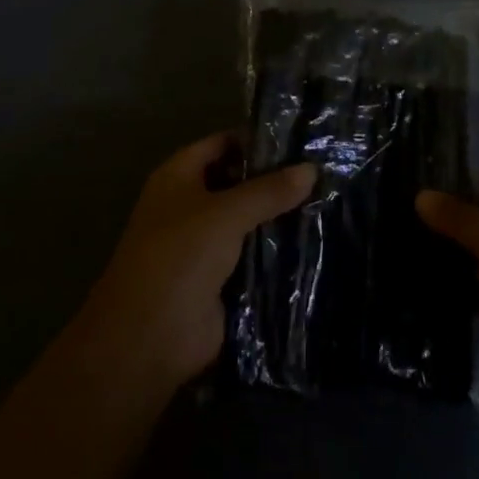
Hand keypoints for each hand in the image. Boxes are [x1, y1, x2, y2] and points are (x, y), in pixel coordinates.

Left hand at [75, 132, 315, 394]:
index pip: (222, 144)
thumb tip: (311, 168)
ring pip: (248, 222)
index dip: (256, 139)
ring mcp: (204, 245)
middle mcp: (189, 206)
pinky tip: (315, 242)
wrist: (149, 338)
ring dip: (279, 217)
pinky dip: (277, 252)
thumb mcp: (225, 214)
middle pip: (237, 183)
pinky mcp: (220, 281)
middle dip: (274, 180)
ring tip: (329, 202)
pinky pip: (253, 257)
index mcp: (178, 177)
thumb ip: (268, 190)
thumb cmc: (178, 257)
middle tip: (323, 171)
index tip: (300, 139)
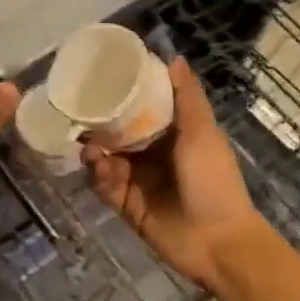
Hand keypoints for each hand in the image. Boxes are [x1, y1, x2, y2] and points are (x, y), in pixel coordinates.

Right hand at [83, 58, 268, 290]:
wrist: (218, 242)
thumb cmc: (213, 181)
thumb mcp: (202, 133)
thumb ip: (187, 98)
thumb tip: (174, 58)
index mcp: (173, 135)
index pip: (142, 109)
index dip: (123, 96)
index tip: (102, 80)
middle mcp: (153, 155)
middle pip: (118, 134)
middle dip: (100, 126)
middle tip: (81, 117)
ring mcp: (138, 182)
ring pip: (107, 159)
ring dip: (96, 152)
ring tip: (91, 149)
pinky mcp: (127, 206)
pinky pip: (105, 187)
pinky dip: (99, 177)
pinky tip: (99, 170)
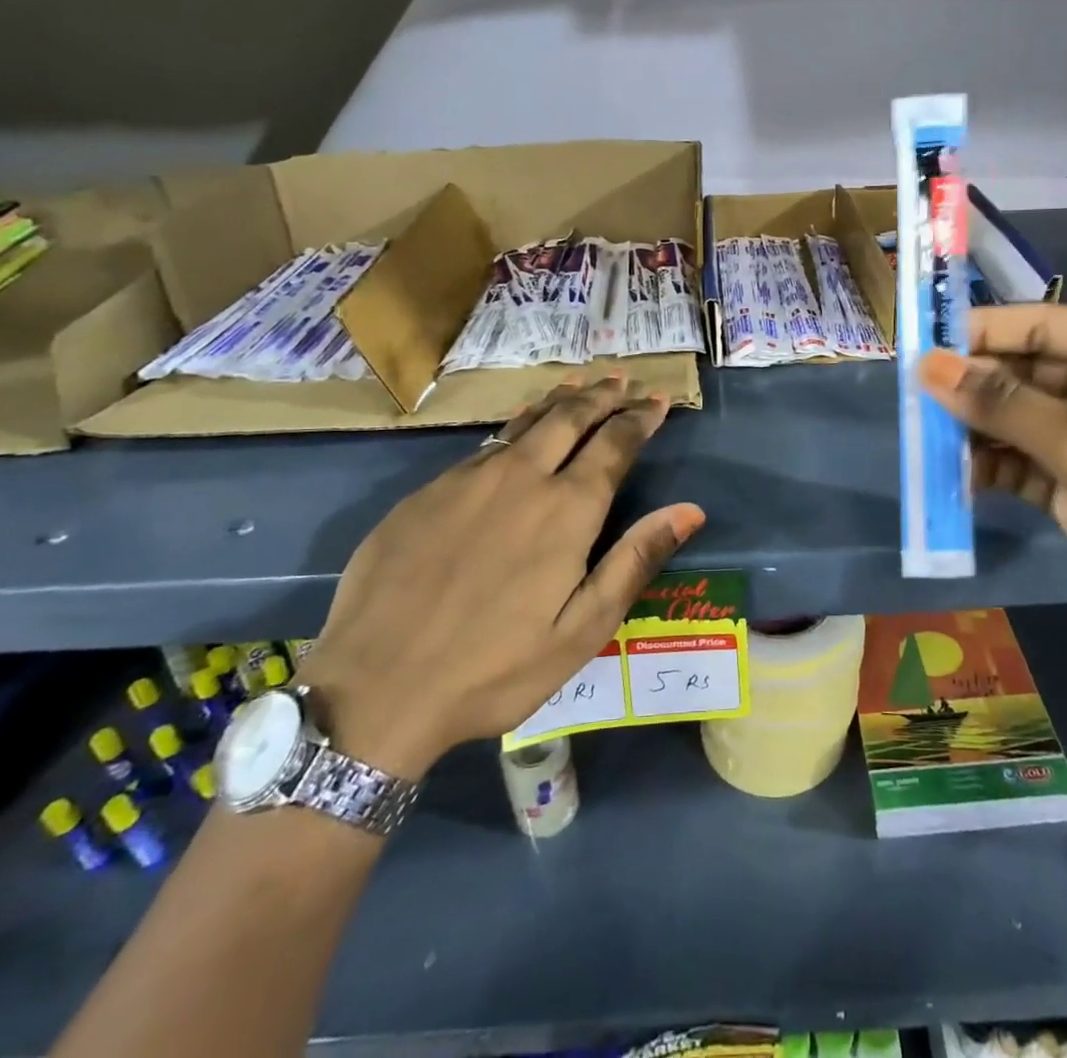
====================
When you retype the material above, copy each line exactly and drop whatever images appear in it.

Hand keypoints for each hand in the image. Boxes are [x1, y1, x2, y2] and points are (x, y), in pixel coordinates.

Left hand at [75, 132, 315, 394]:
index pip: (222, 144)
thumb tip: (311, 168)
ring pip: (248, 222)
index dip: (256, 139)
ring mcp: (204, 245)
middle mcp: (189, 206)
pinky tip: (315, 242)
wrist: (149, 338)
ring dip: (279, 217)
pinky dip: (277, 252)
thumb mcp: (225, 214)
middle pip: (237, 183)
pinky mcp: (220, 281)
middle dip: (274, 180)
ring tip: (329, 202)
pinky pip: (253, 257)
index mcp: (178, 177)
thumb ip: (268, 190)
thumb cmc: (178, 257)
middle tip: (323, 171)
index tip: (300, 139)
Hand keypoints for each hand in the image. Boxes are [x1, y1, x2, y2] and points are (x, y), in pixel coordinates.

Right hand at [83, 58, 268, 290]:
wrist: (218, 242)
thumb cmc: (213, 181)
thumb mcp: (202, 133)
thumb ip: (187, 98)
thumb tip: (174, 58)
index mcp: (173, 135)
index pip: (142, 109)
index dip: (123, 96)
index tip: (102, 80)
middle mcp: (153, 155)
middle pip: (118, 134)
middle dip: (100, 126)
middle tip: (81, 117)
ring mcp: (138, 182)
ring pip: (107, 159)
ring dip: (96, 152)
ring tip: (91, 149)
pinky mcp: (127, 206)
pinky pip: (105, 187)
pinky dip: (99, 177)
pinky tip: (99, 170)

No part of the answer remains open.